Les migrations ont toujours existé mais cette caravane réunit des groupes de personnes, pauvres et d’âges différents, femmes et enfants, qui, selon certaines estimations, vont de 7 000 à 10 000 unités. Il s’agit d’un exode qui implique des nations centraméricaines tout entières (Honduras, Salvador, Nicaragua et Guatemala), décidées à rejoindre les Etats Unis, pays symbole du capitalisme. Ce n’est plus une conjoncture – ces migrations se produisaient depuis des dizaines d’années – mais un fait structurel, énormément agrandi par la crise du capitalisme, qui annonce qu’arrêter ces flux migratoires est un mythe utile seulement aux populistes du moment, pour leurs illusoires promesses électorales qui font du migrant une marchandise et une victime du crime organisé, du trafic des personnes et des gens qui l’exploitent pour des finalités idéologiques, politiques et aussi économiques.

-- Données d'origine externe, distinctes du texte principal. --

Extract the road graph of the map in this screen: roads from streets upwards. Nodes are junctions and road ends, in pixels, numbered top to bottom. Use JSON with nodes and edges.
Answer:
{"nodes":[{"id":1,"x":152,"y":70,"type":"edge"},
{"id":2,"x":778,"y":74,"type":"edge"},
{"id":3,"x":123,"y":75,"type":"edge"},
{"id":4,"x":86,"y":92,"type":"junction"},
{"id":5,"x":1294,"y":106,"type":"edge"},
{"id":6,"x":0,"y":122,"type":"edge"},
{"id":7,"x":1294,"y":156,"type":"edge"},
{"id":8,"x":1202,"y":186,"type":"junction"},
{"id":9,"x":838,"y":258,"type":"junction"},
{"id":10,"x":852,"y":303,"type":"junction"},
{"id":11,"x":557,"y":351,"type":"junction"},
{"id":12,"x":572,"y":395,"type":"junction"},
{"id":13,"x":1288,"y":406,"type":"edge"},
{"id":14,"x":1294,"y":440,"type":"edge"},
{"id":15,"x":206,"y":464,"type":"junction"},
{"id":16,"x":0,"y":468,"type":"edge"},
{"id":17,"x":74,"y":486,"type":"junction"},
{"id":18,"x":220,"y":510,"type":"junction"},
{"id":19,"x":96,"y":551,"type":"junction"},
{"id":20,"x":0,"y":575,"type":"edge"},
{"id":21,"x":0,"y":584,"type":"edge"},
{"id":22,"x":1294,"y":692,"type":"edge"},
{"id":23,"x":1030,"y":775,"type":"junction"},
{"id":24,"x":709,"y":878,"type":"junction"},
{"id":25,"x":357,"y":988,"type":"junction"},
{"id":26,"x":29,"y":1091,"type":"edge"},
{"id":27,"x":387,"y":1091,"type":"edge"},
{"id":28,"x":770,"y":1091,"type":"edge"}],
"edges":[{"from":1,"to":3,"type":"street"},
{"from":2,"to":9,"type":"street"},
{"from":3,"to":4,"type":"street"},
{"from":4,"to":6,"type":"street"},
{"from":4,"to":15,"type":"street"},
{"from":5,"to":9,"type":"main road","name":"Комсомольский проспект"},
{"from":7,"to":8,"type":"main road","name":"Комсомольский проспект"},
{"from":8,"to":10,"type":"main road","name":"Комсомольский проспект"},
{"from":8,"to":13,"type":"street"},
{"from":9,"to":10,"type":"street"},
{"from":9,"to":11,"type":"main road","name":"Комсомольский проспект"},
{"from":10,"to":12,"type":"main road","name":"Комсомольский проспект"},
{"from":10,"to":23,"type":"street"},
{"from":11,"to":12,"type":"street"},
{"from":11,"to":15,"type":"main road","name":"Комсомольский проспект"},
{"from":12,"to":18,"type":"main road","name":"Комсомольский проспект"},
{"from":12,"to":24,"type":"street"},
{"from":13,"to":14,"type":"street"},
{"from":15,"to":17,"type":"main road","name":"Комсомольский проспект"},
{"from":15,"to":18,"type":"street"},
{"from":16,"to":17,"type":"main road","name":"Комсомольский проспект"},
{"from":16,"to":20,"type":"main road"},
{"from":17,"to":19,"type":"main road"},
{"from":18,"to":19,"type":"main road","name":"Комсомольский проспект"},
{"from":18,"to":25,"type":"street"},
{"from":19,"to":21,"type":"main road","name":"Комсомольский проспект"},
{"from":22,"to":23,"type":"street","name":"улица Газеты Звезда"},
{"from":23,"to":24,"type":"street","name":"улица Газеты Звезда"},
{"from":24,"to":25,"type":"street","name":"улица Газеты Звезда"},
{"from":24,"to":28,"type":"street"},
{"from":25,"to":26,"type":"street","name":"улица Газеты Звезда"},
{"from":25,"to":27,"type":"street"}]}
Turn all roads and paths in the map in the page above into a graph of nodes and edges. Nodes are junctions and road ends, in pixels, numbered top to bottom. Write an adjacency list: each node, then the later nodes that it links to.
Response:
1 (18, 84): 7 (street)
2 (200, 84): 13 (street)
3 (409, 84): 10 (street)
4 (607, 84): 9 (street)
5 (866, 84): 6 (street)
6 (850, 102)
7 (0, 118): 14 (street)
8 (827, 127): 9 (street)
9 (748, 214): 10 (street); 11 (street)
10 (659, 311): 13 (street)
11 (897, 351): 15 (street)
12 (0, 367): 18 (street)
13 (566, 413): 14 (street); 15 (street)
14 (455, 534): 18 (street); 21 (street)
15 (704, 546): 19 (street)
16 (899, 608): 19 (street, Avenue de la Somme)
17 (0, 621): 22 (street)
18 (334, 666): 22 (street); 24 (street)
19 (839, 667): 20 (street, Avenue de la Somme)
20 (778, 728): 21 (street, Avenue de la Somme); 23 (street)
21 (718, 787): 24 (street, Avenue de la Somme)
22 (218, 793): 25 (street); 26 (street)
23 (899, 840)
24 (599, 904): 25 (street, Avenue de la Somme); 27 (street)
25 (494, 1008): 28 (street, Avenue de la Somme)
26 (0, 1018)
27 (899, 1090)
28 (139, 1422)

De nombreuses organisations de la société civile travaillent aux différents niveaux pour les droits du migrant. Manque souvent la capacité de coordonner, de faire réseau et de réunir les efforts pour exercer une advocacy efficace auprès des gouvernements nationaux et des institutions internationales.
En plus, il y a un ensemble de normes qui protègent le réfugié politique, un peu moins les masses d’exilés à cause de la guerre, mais il n’y a pas de structure juridique pour les migrations économiques et des changements climatiques au niveau local et international. Le Global Compact for Migration que l’ONU propose à la discussion et approbation dans la rencontre internationale de Marrakech (Maroc), les 10-11 décembre prochain, se définit dans l’introduction: « un accord négocié couvrant toutes les dimensions de la migration internationale d’une manière holistique et globale ». Toutefois, lors du FSMM on en a souligné les aspects positifs mais aussi des voix critiques se sont levées. Pour beaucoup il semble un effort pour règlementer le problème sans vouloir en résoudre les causes.
On ne veut pas reconnaitre l’affirmation de Jean-Paul II, reprise par le Pape Benoît : si migrer est un droit et accueillir le migrant un devoir, avant tout vient le droit de chacun de rester et de retourner là où il veut vivre, dans sa maison, sur sa terre, dans son Pays et, avant tout, vient le devoir de contribuer à ce que sa famille, son pays progressent en liberté.
En 1995 un long dossier de Le Monde Diplomatique mettait en garde sur le glissement en cours du « pouvoir » de la politique à l’économie, qui se complète aujourd’hui quand le pouvoir de la « politique » – la démocratie du peuple – est passé désormais à la finance et à la finance des armes. Le Pape dans son message parlait d’une « migration ordonnée, sure et régulière », en proposant quatre actions: « accueillir, protéger, promouvoir et intégrer ». Il faudrait peut-être ajouter la nécessité d’assurer le premier droit, le droit de ne pas devoir émigrer, c’est à dire, le droit de rester, dans la sécurité, de progresser, de pouvoir être soi-même. Sans ce droit fondamental, les migrations forcées seront toujours une violation de la dignité des personnes et l'Art. 13 de la Déclaration des Droits Humains - 1. Toute personne a le droit de circuler librement et de choisir sa résidence à l'intérieur d'un Etat. 2. Toute personne a le droit de quitter tout pays, y compris le sien, et de revenir dans son pays -ne sera jamais respecté.